I was under the impression that the heartwood (desirable) was the white wood, and the reddish brown wood (less desirable) is the sapwood?
 
heartwood is the center of the tree, also graded as "red hickory" by the industry. white hickory is the sapwood, which has traditionally been more desirable for handle making. i tend to go for sapwood handles, but have used both and have never had a failure of red heartwood.
 
the handle in the OP is most likely heartwood hickory.

if you would like to color your handles, i would suggest using one of the many colored variations of "danish oil" instead of staining then oiling over top.
 
heartwood is the center of the tree, also graded as "red hickory" by the industry. white hickory is the sapwood, which has traditionally been more desirable for handle making. i tend to go for sapwood handles, but have used both and have never had a failure of red heartwood.
Right you are. Sapwood is usually light coloured and heartwood is often dark due to accumulated minerals. Nothing wrong with either strength-wise but ordinary folks tend to avoid dark or bi-colour handles.

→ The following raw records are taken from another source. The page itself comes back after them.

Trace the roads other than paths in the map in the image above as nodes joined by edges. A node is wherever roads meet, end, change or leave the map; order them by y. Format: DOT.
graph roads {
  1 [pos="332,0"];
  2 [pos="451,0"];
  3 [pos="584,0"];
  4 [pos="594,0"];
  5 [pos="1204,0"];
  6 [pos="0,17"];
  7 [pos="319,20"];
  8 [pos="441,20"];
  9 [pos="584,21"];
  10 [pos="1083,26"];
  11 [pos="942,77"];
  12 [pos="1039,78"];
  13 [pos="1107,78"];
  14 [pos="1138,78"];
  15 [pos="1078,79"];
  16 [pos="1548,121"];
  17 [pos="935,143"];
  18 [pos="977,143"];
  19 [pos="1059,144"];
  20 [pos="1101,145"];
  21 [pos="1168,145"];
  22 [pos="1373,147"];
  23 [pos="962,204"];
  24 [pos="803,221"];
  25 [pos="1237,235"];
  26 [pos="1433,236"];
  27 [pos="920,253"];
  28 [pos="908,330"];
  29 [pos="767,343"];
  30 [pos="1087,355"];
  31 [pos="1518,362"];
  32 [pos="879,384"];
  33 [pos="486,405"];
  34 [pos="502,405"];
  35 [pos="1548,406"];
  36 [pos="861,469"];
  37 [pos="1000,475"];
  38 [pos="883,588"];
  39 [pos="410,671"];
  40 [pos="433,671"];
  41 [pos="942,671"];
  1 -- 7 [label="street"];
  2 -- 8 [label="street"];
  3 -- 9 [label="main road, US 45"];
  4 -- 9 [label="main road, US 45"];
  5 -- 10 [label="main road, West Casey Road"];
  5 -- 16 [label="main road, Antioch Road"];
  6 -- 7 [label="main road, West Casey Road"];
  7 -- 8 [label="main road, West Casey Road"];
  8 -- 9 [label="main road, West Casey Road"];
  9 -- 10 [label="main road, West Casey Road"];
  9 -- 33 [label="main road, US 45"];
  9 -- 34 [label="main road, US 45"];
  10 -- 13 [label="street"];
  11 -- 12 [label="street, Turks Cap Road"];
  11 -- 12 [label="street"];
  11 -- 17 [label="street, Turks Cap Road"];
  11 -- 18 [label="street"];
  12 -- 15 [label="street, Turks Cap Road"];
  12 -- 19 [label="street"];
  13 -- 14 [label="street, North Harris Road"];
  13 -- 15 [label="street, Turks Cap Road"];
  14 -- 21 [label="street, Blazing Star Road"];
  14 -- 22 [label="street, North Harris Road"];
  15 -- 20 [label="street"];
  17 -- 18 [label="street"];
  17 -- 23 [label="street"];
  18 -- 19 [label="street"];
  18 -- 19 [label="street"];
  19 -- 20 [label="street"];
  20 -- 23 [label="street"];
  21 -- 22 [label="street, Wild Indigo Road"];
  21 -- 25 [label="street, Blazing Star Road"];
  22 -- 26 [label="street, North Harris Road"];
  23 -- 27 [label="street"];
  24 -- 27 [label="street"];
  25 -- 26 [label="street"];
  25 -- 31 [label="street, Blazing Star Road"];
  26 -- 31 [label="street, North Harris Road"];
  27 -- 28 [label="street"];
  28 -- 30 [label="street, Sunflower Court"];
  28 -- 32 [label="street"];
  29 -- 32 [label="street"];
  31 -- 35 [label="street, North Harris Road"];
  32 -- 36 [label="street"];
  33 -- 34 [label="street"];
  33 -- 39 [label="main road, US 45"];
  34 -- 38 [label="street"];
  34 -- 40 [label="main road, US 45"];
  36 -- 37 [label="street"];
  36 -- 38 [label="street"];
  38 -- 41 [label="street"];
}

If colour is something you really want (other than that aged varnish golden colour look) than poke around in Lee Valley Tools catalogue; they market 'vivid-colour' water-based aniline stains that can really make a handle stand out from the crowd.
 
So does danish oil "set" likr BLO?

yes, it actually sets up a tad "harder" than straight BLO, which is why it is considered more weather resistant. you can actually build up a finish with danish oil if used in a certain manner. but when soaked and wiped off, you would be hard pressed to notice a difference between the two, especially if you use natural/non-colored danish oil

you can get it in very small half pint containers i believe, for a few bucks, i suggest anyone that likes the darker grain/lighter wood or weathered look to handles, to give it a try.
 
I was creepin on John Neeman tools facebook page, and I saw him putting trewax on an american felling axe. It's a colored wax that hardens unlike straight beeswax. I think thats what they use to give their axes the nice brown color.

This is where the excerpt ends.